Prawa człowieka można zapewnić tylko w niezależnym systemie mechanizmów gwarantujących równowagę polityczną – a taki nie działa w cieniu karabinów. Wymachujący karabinami ludzie kontrolują ulice, ograniczają poruszanie się i zmniejszają wolność wyboru, co nie sprzyja podstawowym prawom. Talibowie ostatnio ostrzegli afgańskiego prezydenta, Aszrafa Ghaniego, że jego czas “skończył się” i odrzucili jego oskarżenia i deklaracje o wojnie. Są zdecydowani przechwycić polityczną władzę w Afganistanie i wykluczyć każdego, kto zagraża ich władzy. 

W tym kontekście, jeśli historia jest przewodnikiem do przyszłych wydarzeń, można spokojnie powiedzieć, że talibowie z ich brakiem szacunku wobec praw człowieka, nigdy nie zgodzą się na ustalenie wspólnej płaszczyzny. Będa nadal żądali usunięcia Ghaniego, by stworzyć rozłam w [afgańskiej] Radzie Pojednania. Jeśli taki rozłam zdarzy się, jeszcze bardziej ośmieli to talibów, z większą liczbą żądań. Ich apetyt na ustępstwa będzie ciagle narastał, jeśli będą ciągle ugłaskiwani ustępstwami. 

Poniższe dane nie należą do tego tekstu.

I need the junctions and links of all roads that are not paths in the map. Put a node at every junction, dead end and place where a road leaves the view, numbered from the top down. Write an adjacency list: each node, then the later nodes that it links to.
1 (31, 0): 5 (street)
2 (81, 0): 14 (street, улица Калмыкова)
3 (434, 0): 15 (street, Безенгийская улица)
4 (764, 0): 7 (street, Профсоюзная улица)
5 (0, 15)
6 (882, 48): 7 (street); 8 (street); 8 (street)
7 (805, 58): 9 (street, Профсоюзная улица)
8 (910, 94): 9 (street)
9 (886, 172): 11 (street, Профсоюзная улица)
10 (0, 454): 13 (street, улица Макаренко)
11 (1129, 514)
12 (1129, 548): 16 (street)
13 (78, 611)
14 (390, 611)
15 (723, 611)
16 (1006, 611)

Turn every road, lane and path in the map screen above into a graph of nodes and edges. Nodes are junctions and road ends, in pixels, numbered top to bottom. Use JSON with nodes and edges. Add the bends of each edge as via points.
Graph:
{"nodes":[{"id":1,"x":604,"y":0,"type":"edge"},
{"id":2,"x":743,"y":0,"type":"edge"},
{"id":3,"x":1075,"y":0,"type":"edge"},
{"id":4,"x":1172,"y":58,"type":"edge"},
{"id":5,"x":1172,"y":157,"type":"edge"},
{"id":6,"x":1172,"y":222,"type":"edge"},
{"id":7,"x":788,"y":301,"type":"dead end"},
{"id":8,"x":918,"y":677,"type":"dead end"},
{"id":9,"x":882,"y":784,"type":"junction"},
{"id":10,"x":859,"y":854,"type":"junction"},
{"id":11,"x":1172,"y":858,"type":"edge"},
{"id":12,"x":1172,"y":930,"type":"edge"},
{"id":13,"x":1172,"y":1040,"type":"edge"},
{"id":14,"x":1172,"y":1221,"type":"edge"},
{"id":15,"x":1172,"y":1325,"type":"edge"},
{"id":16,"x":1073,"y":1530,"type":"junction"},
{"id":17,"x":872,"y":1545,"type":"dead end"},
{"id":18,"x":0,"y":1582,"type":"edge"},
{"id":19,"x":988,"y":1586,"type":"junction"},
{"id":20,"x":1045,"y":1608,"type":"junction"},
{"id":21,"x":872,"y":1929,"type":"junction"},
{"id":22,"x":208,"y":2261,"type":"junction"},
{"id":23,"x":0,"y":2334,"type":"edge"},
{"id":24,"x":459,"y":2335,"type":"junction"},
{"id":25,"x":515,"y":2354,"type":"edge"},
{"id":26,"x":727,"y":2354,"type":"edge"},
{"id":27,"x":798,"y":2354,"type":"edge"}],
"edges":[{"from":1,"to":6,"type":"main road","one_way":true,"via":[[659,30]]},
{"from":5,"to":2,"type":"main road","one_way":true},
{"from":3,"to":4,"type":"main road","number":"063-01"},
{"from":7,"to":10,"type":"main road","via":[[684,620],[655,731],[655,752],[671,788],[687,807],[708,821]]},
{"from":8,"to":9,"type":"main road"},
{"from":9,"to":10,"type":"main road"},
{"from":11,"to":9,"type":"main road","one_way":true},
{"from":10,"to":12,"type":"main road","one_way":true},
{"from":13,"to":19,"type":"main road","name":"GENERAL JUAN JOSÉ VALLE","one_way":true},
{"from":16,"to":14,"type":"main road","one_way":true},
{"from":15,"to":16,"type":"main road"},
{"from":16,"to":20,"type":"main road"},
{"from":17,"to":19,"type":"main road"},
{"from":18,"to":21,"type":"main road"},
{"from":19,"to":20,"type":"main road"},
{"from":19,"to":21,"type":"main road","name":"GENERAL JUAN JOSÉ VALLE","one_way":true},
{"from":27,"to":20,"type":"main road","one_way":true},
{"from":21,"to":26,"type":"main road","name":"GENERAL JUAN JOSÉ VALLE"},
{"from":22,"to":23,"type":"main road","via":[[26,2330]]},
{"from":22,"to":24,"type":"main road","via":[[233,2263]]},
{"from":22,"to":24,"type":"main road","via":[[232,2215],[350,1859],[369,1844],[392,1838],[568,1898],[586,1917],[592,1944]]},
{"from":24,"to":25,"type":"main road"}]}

Cała dyskusja sprowadza się do jednego głównego pytania; czy międzynarodowa społeczność traktuje poważnie łamanie praw człowieka? Aby odpowiedzieć na to pytanie i zająć się potępieniem przez USA zbrodni wojennych talibów, sprawa powinna być przekazana do trybunału zbrodni wojennych w Międzynarodowym Trybunale Karnym (ICC). ONZ musi narzucić restrykcje i unieważnić Porozumienie z Doha, ponieważ talibowie nie dotrzymują swojej strony porozumienia. Międzynarodowa społeczność pod auspicjami ONZ musi podjąć karną akcję [by zapewnić] trwały pokój i ochronę praw człowieka.